Corporate boards that include women are more likely to seek help from financial advisors when their firm is faced with a takeover offer, according to a new study in the Journal of Risk and Financial Management by UBC Sauder School of Business Professors Maurice Levi and Kai Li and their former doctoral student Feng Zhang.
“Typically, it’s wise to ask others for advice,” says Levi, the Bank of Montreal Chair in International Finance at Sauder. “Takeovers are a risky business, and boards can face litigation if they don’t get a high enough price for their firm.”
The researchers chalk up the findings to the fact that women are less likely to have an overinflated view of their own abilities.
“Forgoing advice is often a symptom of overconfidence,” Levi says.
A 10 per cent increase in female directors on the board of a firm targeted for an acquisition is tied to a 7.6 per cent increase in the likelihood of engaging a top-ranked financial advisor.
The authors say this aligns with their previous research finding that the more women there are on a board, the less likely the firm will pursue takeovers.
They say their research strengthens their belief that the ongoing push for gender diversity on corporate boards will have a sizeable impact on business practices.
“Women truly do make a difference in business,” Levi says.

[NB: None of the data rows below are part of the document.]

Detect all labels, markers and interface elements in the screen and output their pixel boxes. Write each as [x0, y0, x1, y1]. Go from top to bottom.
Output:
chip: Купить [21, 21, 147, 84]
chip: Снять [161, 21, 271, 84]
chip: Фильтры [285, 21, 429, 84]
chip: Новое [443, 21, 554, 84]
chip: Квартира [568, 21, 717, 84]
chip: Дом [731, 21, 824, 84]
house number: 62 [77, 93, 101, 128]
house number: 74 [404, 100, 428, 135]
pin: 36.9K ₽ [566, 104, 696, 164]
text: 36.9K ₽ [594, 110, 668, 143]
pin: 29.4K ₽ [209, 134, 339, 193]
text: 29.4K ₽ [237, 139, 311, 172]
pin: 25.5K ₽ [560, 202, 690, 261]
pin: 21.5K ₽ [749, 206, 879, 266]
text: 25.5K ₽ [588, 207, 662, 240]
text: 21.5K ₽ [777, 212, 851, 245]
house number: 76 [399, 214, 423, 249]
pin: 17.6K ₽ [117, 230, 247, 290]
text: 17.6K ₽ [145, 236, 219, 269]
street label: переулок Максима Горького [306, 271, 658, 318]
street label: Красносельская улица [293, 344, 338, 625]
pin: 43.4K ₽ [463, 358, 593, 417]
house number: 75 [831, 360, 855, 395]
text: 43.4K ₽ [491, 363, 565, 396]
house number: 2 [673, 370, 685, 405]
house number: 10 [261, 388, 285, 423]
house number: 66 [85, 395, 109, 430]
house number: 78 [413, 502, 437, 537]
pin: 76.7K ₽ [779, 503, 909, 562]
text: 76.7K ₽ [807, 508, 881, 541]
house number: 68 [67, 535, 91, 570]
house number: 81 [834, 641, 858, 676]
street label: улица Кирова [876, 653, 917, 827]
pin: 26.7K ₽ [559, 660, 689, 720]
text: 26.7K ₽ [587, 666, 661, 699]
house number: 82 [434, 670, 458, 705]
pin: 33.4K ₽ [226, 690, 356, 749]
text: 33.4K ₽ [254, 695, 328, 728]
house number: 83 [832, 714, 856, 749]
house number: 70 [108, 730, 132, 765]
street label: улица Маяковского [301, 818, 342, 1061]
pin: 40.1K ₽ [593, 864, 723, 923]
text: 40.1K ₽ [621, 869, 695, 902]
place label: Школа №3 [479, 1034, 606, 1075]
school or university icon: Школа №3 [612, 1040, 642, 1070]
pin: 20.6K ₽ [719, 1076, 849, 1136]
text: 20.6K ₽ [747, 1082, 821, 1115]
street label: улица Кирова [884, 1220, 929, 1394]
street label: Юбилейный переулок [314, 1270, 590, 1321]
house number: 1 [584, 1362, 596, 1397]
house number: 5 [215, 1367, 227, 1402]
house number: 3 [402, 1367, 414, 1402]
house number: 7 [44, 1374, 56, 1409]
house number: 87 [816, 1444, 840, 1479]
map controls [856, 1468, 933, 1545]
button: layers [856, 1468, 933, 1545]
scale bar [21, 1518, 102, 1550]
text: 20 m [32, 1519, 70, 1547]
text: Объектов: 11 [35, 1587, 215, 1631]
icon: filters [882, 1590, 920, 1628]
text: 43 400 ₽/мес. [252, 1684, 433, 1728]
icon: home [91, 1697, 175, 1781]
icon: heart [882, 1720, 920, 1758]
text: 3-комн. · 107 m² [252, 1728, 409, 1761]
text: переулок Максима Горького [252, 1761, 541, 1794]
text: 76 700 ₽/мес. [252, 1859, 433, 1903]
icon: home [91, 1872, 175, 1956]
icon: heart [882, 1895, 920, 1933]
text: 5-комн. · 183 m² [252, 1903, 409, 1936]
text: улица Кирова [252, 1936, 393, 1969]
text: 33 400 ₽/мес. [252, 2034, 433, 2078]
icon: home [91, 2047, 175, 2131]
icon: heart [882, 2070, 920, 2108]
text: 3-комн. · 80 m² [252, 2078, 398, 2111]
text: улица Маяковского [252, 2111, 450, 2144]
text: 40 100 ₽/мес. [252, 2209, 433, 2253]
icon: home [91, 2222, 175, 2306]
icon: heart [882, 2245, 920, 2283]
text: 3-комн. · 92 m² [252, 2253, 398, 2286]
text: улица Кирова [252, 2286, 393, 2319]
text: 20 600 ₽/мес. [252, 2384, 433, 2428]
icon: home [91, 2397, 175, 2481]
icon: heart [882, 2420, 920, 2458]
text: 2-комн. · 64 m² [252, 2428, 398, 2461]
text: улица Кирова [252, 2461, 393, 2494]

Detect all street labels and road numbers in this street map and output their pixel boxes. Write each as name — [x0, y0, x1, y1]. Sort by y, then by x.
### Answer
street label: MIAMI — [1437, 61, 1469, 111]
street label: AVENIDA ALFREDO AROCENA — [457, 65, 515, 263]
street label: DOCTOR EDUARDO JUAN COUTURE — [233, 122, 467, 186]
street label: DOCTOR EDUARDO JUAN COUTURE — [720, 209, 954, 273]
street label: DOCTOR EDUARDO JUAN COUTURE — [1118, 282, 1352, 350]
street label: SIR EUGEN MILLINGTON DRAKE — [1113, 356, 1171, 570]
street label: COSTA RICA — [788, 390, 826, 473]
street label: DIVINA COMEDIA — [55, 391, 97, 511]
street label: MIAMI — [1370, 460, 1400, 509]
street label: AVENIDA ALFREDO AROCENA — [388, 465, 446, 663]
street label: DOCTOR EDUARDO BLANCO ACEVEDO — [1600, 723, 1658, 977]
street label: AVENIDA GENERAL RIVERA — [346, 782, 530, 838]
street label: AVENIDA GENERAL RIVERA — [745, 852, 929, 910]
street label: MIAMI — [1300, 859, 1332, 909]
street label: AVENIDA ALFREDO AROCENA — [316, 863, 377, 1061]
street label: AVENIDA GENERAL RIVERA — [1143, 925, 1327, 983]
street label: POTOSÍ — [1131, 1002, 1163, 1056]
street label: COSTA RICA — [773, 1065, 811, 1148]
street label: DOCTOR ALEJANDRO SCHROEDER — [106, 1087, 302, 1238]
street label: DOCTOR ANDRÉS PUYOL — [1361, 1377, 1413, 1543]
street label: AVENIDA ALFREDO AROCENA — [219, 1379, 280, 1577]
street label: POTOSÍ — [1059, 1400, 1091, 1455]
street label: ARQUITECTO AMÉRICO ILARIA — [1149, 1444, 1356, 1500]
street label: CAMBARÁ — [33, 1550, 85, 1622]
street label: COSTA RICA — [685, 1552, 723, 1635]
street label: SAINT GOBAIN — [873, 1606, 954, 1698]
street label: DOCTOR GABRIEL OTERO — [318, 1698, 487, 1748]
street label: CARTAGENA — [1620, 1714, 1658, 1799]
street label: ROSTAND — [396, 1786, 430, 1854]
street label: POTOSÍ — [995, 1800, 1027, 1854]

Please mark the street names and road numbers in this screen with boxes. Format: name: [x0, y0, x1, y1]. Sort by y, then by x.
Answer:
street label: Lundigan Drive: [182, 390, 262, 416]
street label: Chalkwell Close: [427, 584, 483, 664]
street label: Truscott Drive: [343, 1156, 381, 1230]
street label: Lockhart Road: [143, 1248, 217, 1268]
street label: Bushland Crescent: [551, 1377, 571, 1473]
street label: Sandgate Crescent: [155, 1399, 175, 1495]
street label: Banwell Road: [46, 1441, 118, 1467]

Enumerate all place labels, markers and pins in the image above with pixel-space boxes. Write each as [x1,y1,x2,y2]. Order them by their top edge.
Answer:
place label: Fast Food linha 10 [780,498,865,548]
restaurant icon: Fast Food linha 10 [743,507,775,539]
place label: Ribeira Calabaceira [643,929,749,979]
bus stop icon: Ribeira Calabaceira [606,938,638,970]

“Even just having one woman on a corporate board does more than just satisfy some inclusionary requirement; it makes a tangible difference to how business gets done.”
The study, “Are Women More Likely to Seek Advice than Men? Evidence from the Boardroom,” is published in this month’s edition of the Journal of Risk and Financial Management. It was co-authored by Assistant Professor Feng Zhang of the David Eccles School of Business, who completed his PhD at UBC’s Sauder School of Business.
The study sample was made up of S&P 1500 firms, and included bidder boards involved in 7,967 mergers and acquisitions between 1997 and 2010, and the target boards of 3,563 such deals.